Recently, I wrote an article about alternative careers in science; see “OK, I’ve Got My Degree. Now What?”. Judging from the responses, that entry touched on a concern shared by other scientists: What type of careers are available to people with a science degree? With a seemingly increasing number of people asking this question, you might wonder why so many people pursue careers in science. I can speak only for myself, but I suspect that my reasons for studying science and the experiences that directed me toward a career in science are common ones.

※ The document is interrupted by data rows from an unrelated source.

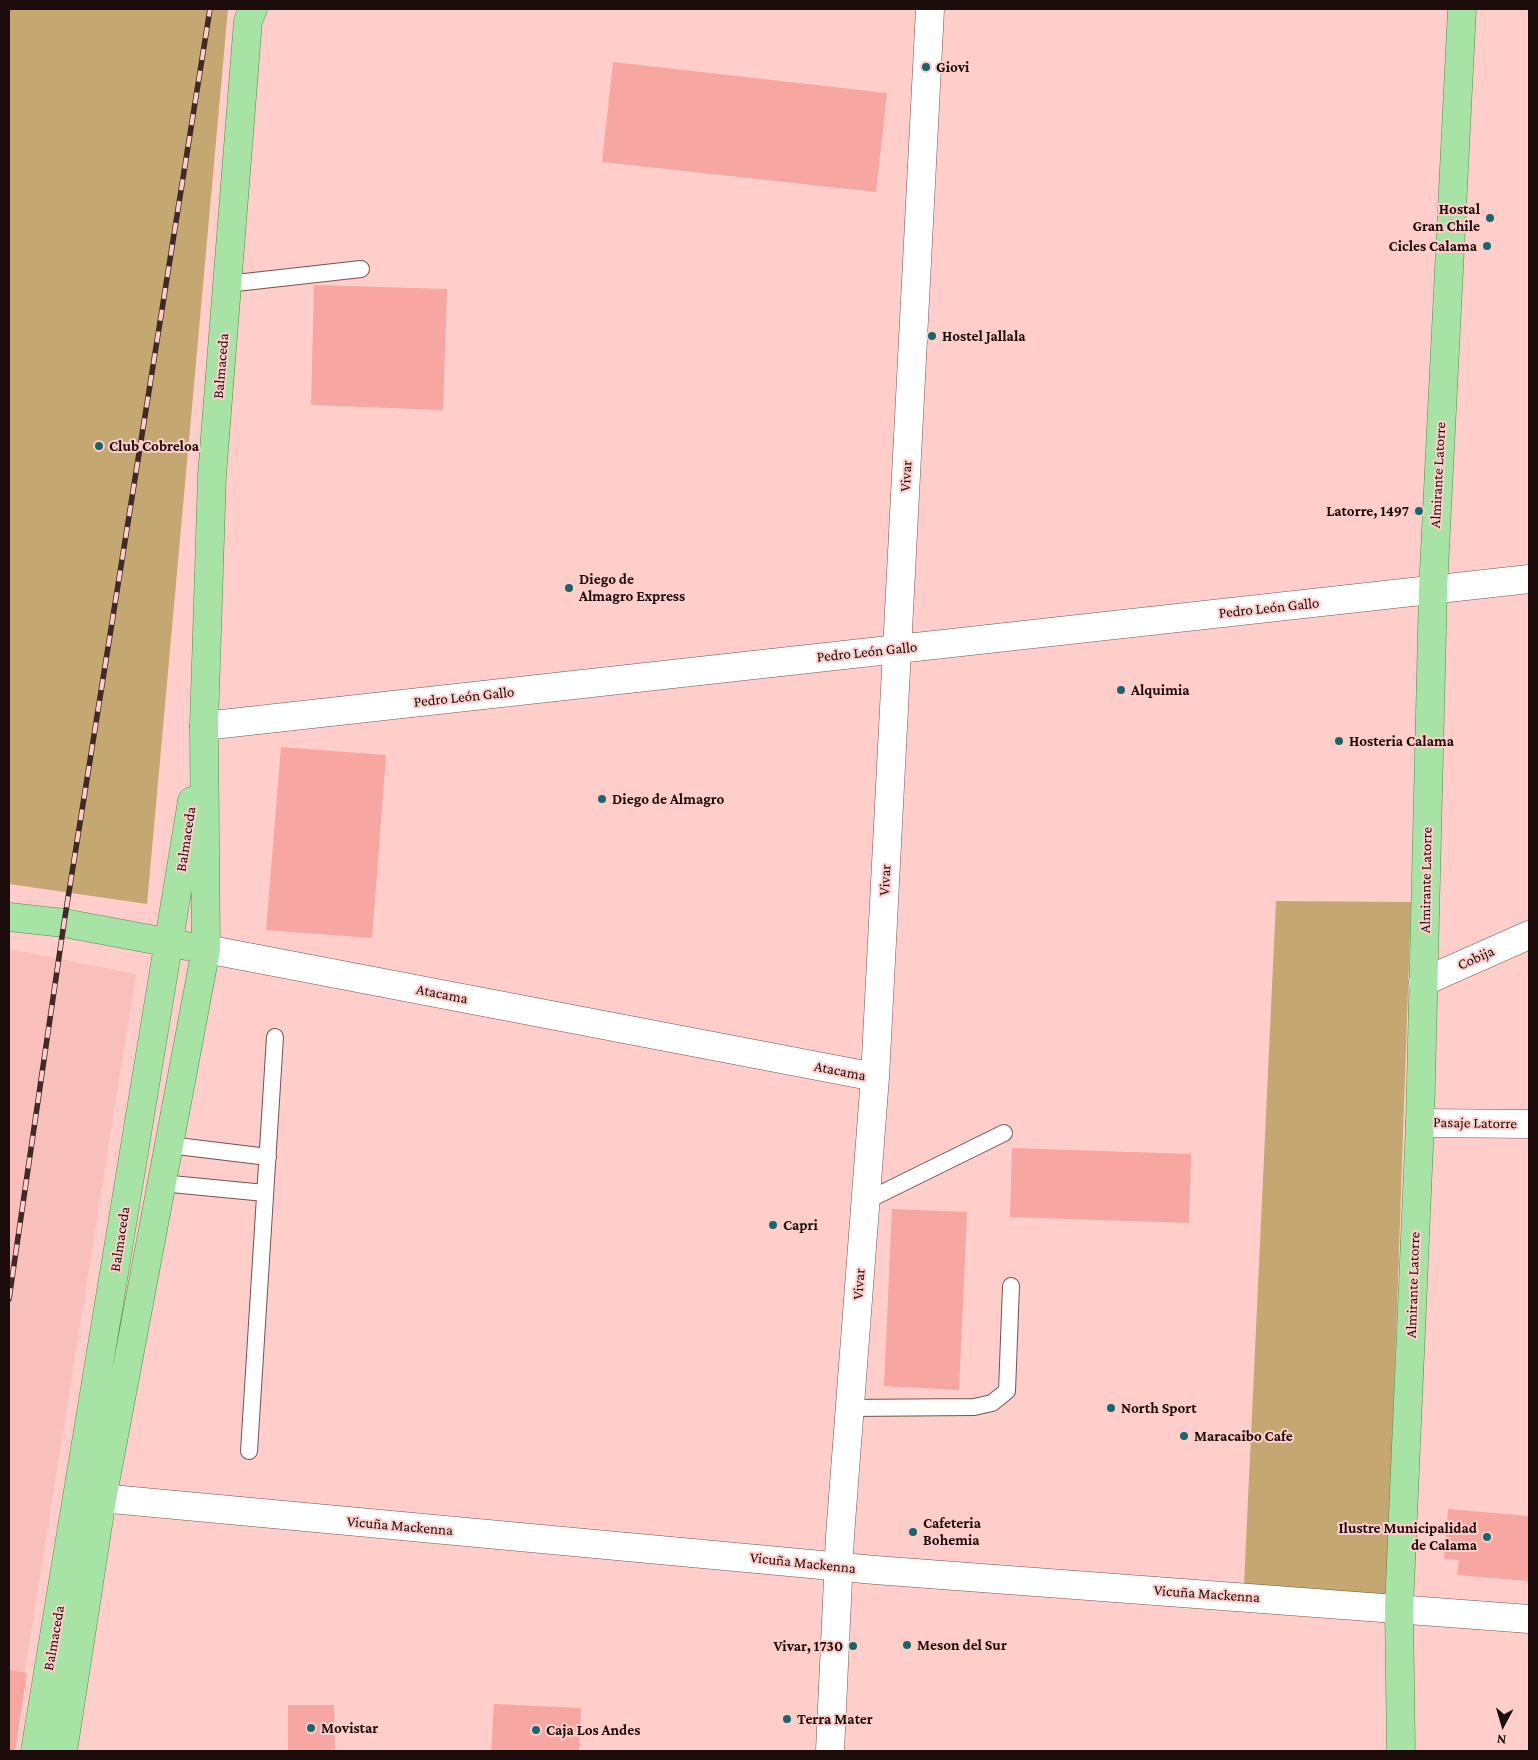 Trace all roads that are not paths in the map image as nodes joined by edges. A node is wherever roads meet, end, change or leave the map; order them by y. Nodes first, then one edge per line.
1 (253, 9) edge
2 (930, 9) edge
3 (1462, 9) edge
4 (361, 269) dead end
5 (227, 284) junction
6 (1529, 579) edge
7 (1432, 590) junction
8 (898, 648) junction
9 (204, 726) junction
10 (9, 917) edge
11 (1529, 935) edge
12 (169, 942) junction
13 (206, 949) junction
14 (1423, 982) junction
15 (275, 1037) dead end
16 (875, 1078) junction
17 (1420, 1123) junction
18 (1529, 1124) edge
19 (1004, 1133) dead end
20 (169, 1145) junction
21 (268, 1157) junction
22 (161, 1184) junction
23 (265, 1193) junction
24 (866, 1201) junction
25 (1011, 1286) dead end
26 (849, 1408) junction
27 (249, 1451) dead end
28 (90, 1497) junction
29 (839, 1566) junction
30 (1400, 1608) junction
31 (1529, 1619) edge
32 (35, 1751) edge
33 (63, 1751) edge
34 (830, 1751) edge
35 (1401, 1751) edge

1 - 5 main road, Balmaceda
2 - 8 street, Vivar
3 - 7 main road, Almirante Latorre
4 - 5 lane
5 - 9 main road, Balmaceda
6 - 7 street, Pedro León Gallo
7 - 8 street, Pedro León Gallo
7 - 14 main road, Almirante Latorre
8 - 9 street, Pedro León Gallo
8 - 16 street, Vivar
9 - 12 main road, Balmaceda
9 - 13 main road, Balmaceda
10 - 12 main road, Atacama
11 - 14 street, Cobija
12 - 13 main road, Atacama
12 - 28 main road, Balmaceda
13 - 16 street, Atacama
13 - 20 main road, Balmaceda
14 - 17 main road, Almirante Latorre
15 - 21 lane
16 - 24 street, Vivar
17 - 18 street, Pasaje Latorre
17 - 30 main road, Almirante Latorre
19 - 24 lane
20 - 21 lane
20 - 22 main road, Balmaceda
21 - 23 lane
22 - 23 lane
22 - 28 main road, Balmaceda
23 - 27 lane
24 - 26 street, Vivar
25 - 26 lane
26 - 29 street, Vivar
28 - 29 street, Vicuña Mackenna
28 - 32 main road, Balmaceda
28 - 33 main road, Balmaceda
29 - 30 street, Vicuña Mackenna
29 - 34 street, Vivar
30 - 31 street, Vicuña Mackenna
30 - 35 main road, Almirante Latorre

I remember thinking as a child that science held the answer to every question I had. Why is the sky blue and the grass green? What causes a rainbow? Why do some people have blue eyes and others brown? The answers could be all be gleaned from an understanding of basic scientific principles. As a high school student, and later a college student, my questions became more complex, but science still held the answers. In graduate school, the questions were often so complex or specific that there were no answers, yet science held the key to finding those answers: craft a hypothesis, then design, perform and interpret the appropriate experiments. The idea that I could answer almost any question by applying these scientific concepts appealed to me. I was limited only by my ability to formulate questions and hypotheses. I could gain information that no one had ever gathered before, and I could apply that new information to help solve problems, treat medical conditions and improve quality of life.

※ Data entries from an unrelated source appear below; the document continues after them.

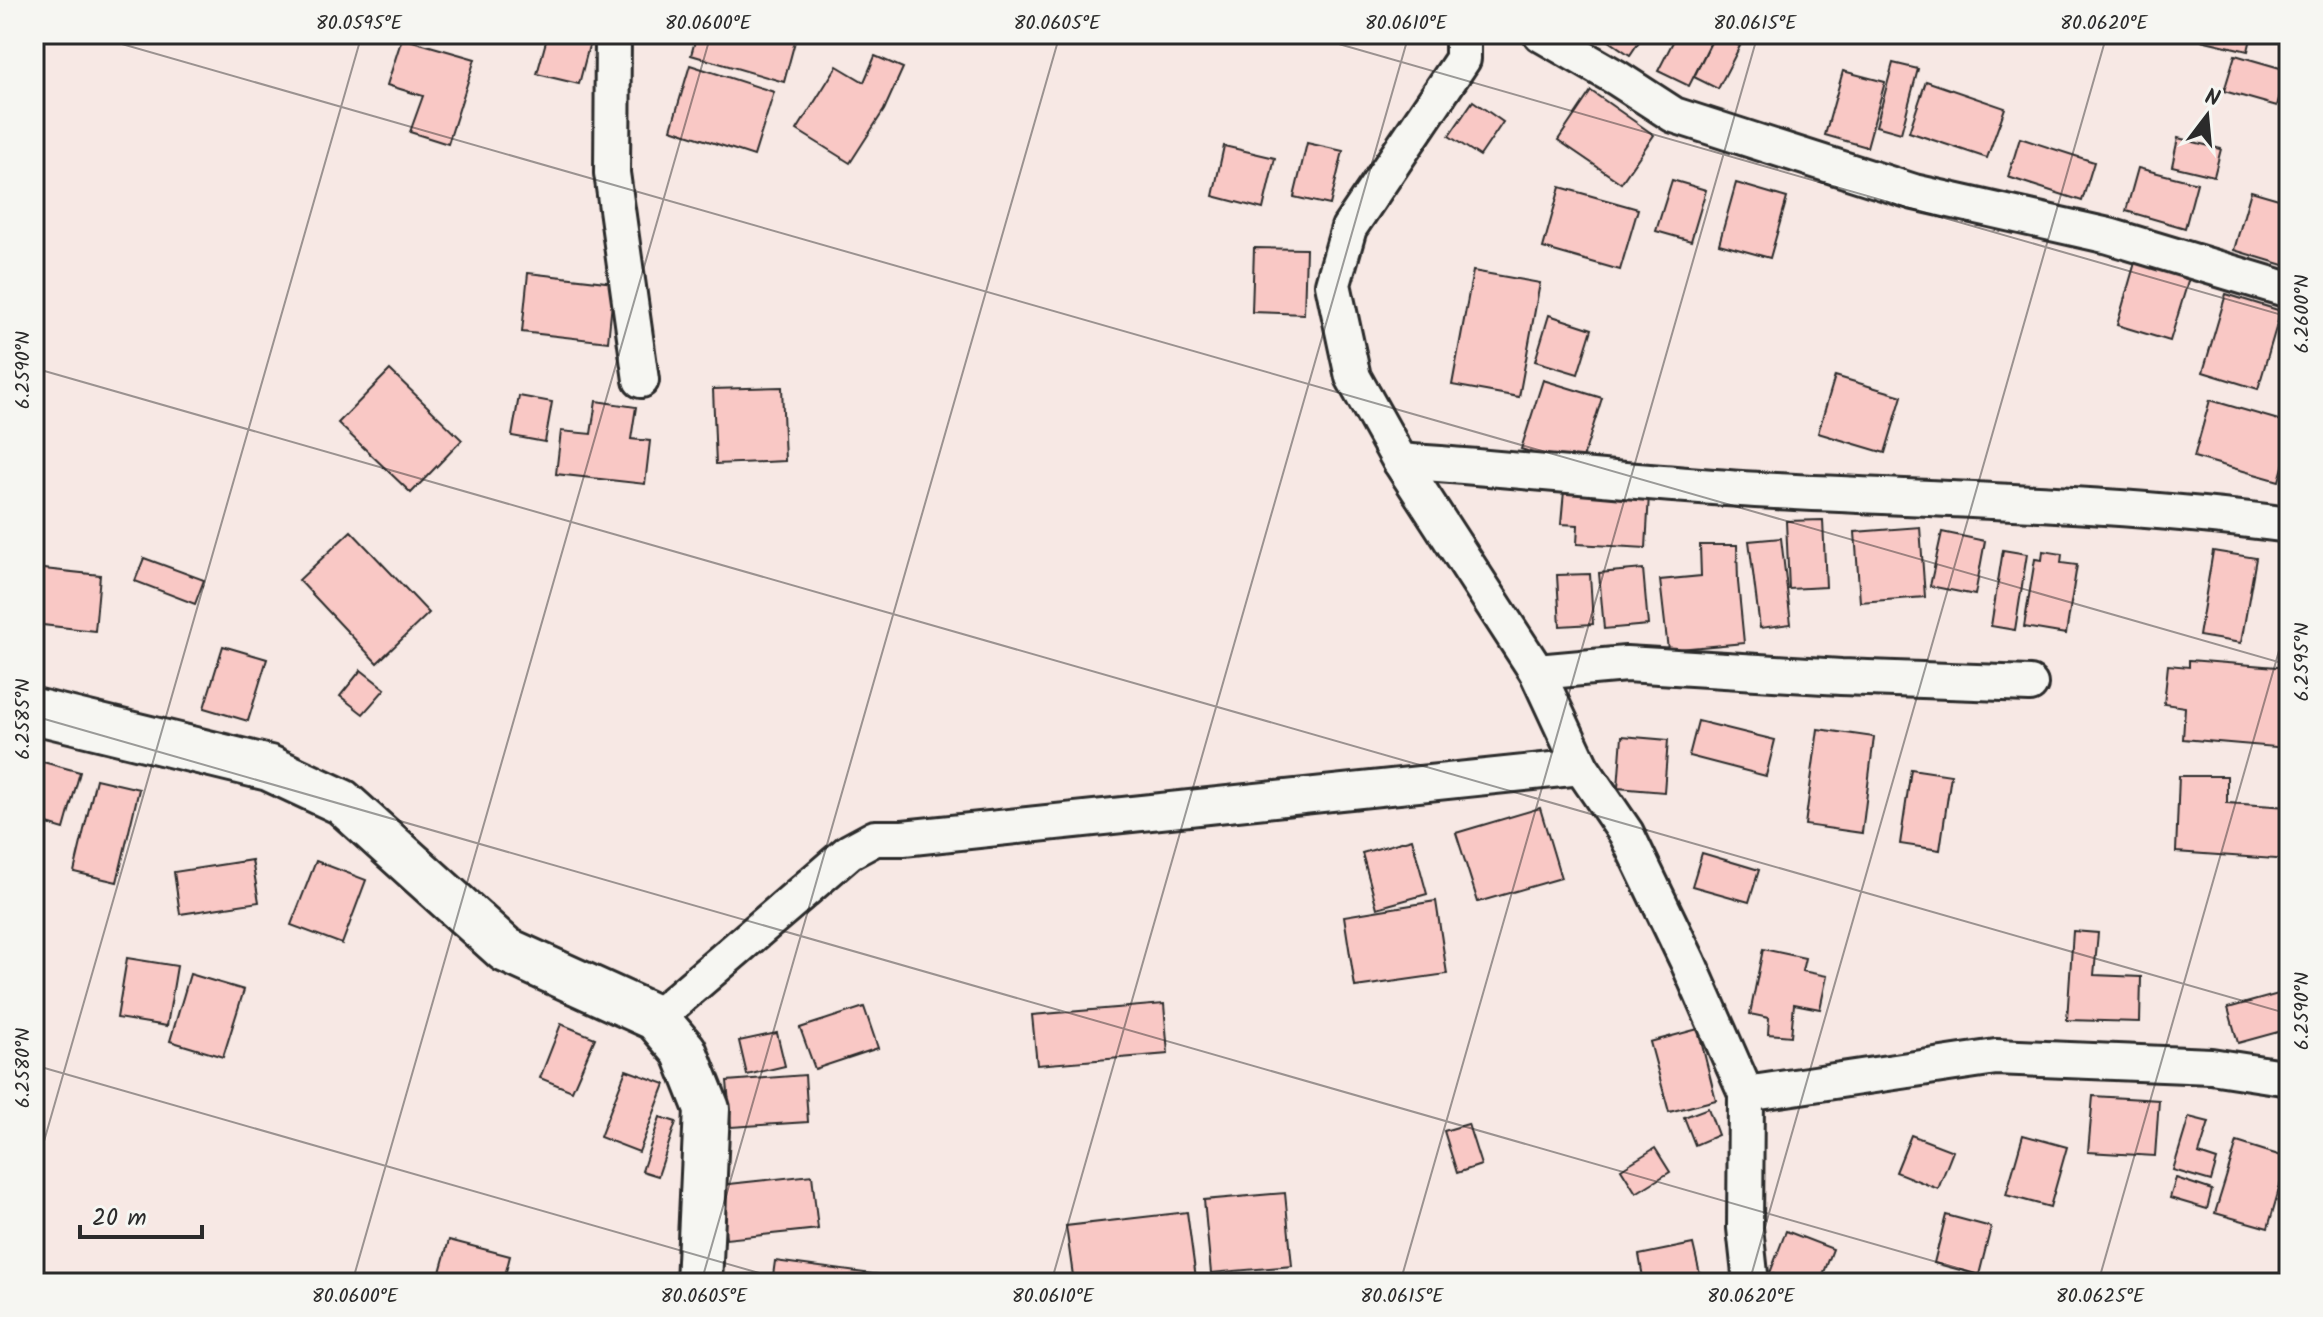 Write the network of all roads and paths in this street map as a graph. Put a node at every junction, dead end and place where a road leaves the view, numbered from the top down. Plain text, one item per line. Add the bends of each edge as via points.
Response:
1 (613, 34) edge
2 (1463, 34) edge
3 (1541, 34) edge
4 (2289, 290) edge
5 (641, 380) dead end
6 (1400, 461) junction
7 (2289, 525) edge
8 (1537, 672) junction
9 (2030, 684) dead end
10 (34, 711) edge
11 (1581, 767) junction
12 (656, 1018) junction
13 (2289, 1078) edge
14 (1746, 1094) junction
15 (699, 1283) edge
16 (1751, 1283) edge

1 - 5 street via 612,173
2 - 6 street via 1463,59 1349,228 1333,284 1353,377
3 - 4 street via 1674,115 1914,192 2109,236
6 - 7 street via 1750,489 2085,505
6 - 8 street
8 - 9 street via 1626,664
8 - 11 street
10 - 12 street via 269,768 342,802 506,950
11 - 12 street via 875,838 849,852
11 - 14 street via 1626,833
12 - 15 street via 684,1051 707,1109
13 - 14 street via 2211,1066 1996,1057
14 - 16 street via 1745,1228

Another reason is the “Science is cool” factor. As a young student, my curiosity and interest in science was fueled by demonstrations, such as the use of an electrical current to separate water into hydrogen and oxygen gas. Often the “Wow” factor of this particular demonstration was magnified by collecting and igniting the resulting hydrogen and oxygen and producing a small fireball. Later as a college student, I remember learning about DNA vectors and the potential for gene transfer and genetic engineering. The potential applications of science seemed limitless. I was hooked. I couldn’t imagine studying anything other than chemistry and biology.
Finally, I was lucky enough to have high school teachers and college professors who made science fun. My high school science classes were often the most active and animated of all of my classes. Most scientists can probably name one or more influential science teachers. For me, it was my high school chemistry teacher, Mr. Bremen. He made quite an impression with his frequent references to “Big Al” (his nickname for Albert Einstein) and his atom dance to illustrate certain atomic characteristics: His fists, which represented electrons, whirled furiously in their orbits around his nucleus torso, while he jiggled his body as best he could to simulate Brownian motion. If he was feeling particularly energetic on lecture day, he would randomly move around the classroom, electrons whirling and nucleus jiggling, like a water molecule in solution. Classes were never boring.
Although I no longer perform experiments in the lab, I still enjoy learning about the most recent scientific discoveries and creative applications. I read about new, exciting scientific discoveries on a daily basis, and I am glad to learn that many of my reasons for pursuing science: a quest for knowledge and the “Science is cool” factor are alive and well.
I’m curious. How did you get involved in science?